New York, February 1, 2018– The Committee to Protect Journalists today called on the Belarusian Ministry of Information to unblock access to the independent news website Charter 97. Natalya Radina, the site’s editor-in-chief, told CPJ today that access to the site has been blocked in Belarus since January 24, and that from today, the web anonymizers that Belarusians used to circumvent the censorship also appeared to be blocked.
A January 24 statement announcing the ministry’s decision cited the website’s alleged violations of the Law on Mass Media, but did not specify what those violations were. Charter 97 has been covering the influx of Russian state propaganda in Belarus in addition to a deepening economic crisis in the country, which is due to host the 2019 European Games.

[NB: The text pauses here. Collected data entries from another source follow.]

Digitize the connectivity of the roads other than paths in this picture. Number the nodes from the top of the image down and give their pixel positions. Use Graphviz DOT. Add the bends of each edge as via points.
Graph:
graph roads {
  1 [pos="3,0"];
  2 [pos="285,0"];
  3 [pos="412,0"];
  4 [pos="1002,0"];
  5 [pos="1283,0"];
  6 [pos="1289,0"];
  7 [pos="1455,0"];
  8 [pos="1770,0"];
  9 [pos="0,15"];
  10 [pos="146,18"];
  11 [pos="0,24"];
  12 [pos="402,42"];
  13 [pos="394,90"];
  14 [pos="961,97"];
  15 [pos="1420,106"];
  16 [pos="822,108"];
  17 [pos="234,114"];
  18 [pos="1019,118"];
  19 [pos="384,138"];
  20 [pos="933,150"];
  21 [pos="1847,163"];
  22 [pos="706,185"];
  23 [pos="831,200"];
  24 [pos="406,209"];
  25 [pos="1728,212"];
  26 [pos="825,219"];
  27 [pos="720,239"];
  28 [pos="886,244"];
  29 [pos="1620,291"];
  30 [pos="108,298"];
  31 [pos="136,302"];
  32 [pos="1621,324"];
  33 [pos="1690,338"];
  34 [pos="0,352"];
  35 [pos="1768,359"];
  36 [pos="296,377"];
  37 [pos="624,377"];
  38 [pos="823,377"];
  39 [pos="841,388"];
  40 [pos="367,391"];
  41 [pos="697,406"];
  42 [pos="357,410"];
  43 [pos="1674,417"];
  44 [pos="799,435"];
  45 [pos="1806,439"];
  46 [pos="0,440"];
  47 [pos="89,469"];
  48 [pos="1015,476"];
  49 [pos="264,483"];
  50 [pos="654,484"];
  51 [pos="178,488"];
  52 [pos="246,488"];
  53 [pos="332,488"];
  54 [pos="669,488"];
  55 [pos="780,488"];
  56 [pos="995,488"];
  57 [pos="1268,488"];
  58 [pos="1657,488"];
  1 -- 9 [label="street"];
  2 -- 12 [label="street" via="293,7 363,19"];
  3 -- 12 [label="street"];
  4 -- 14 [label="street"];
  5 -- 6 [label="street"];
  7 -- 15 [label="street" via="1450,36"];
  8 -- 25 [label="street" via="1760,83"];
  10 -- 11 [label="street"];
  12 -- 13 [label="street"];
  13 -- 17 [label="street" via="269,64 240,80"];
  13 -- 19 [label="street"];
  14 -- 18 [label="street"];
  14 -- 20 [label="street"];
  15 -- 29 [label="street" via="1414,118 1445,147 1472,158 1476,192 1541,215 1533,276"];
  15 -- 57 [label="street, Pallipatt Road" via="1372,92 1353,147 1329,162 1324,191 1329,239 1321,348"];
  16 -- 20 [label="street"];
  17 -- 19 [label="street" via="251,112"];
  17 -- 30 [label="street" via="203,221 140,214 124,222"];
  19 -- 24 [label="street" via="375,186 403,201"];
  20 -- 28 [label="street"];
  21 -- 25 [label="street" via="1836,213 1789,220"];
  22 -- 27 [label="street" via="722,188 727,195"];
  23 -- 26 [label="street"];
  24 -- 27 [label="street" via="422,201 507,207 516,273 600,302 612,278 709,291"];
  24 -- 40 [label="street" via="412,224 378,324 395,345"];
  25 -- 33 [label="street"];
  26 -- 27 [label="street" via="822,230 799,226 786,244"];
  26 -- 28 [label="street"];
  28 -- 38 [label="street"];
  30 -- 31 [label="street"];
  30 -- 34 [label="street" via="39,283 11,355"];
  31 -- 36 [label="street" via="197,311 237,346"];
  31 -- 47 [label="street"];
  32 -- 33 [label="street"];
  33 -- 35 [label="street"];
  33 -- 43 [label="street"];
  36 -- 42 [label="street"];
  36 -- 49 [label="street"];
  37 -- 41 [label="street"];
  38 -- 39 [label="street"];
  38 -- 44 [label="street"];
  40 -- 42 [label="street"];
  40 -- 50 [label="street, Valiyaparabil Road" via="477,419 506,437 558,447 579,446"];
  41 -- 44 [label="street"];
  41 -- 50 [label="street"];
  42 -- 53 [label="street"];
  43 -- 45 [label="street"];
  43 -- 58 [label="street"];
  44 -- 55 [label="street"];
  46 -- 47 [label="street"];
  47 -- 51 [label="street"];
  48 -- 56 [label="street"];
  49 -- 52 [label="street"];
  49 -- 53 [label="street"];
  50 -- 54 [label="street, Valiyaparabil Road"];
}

“We call on Belarusian authorities to return Charter 97 to its audiences in Belarus without delay and stop limiting access to independent information in the country,” said CPJ Europe and Central Asia Program Coordinator Nina Ognianova. “In addition, Belarus must start reversing its repressive policies toward the media as it gears up to hosting the next European Games in 2019.”
Radina, a recipient of CPJ’s International Press Freedom Award, edits the site in exile after she was forced to flee Belarus in 2011 because of harassment, attacks, and imprisonment in retaliation for Charter 97‘s critical coverage of Aleksandr Lukashenko’s authoritarian regime. Radina told CPJ that the popularity of the independent website has grown steadily in the past six years. “This blocking is a clear attempt to purge the information space of a free voice,” she said.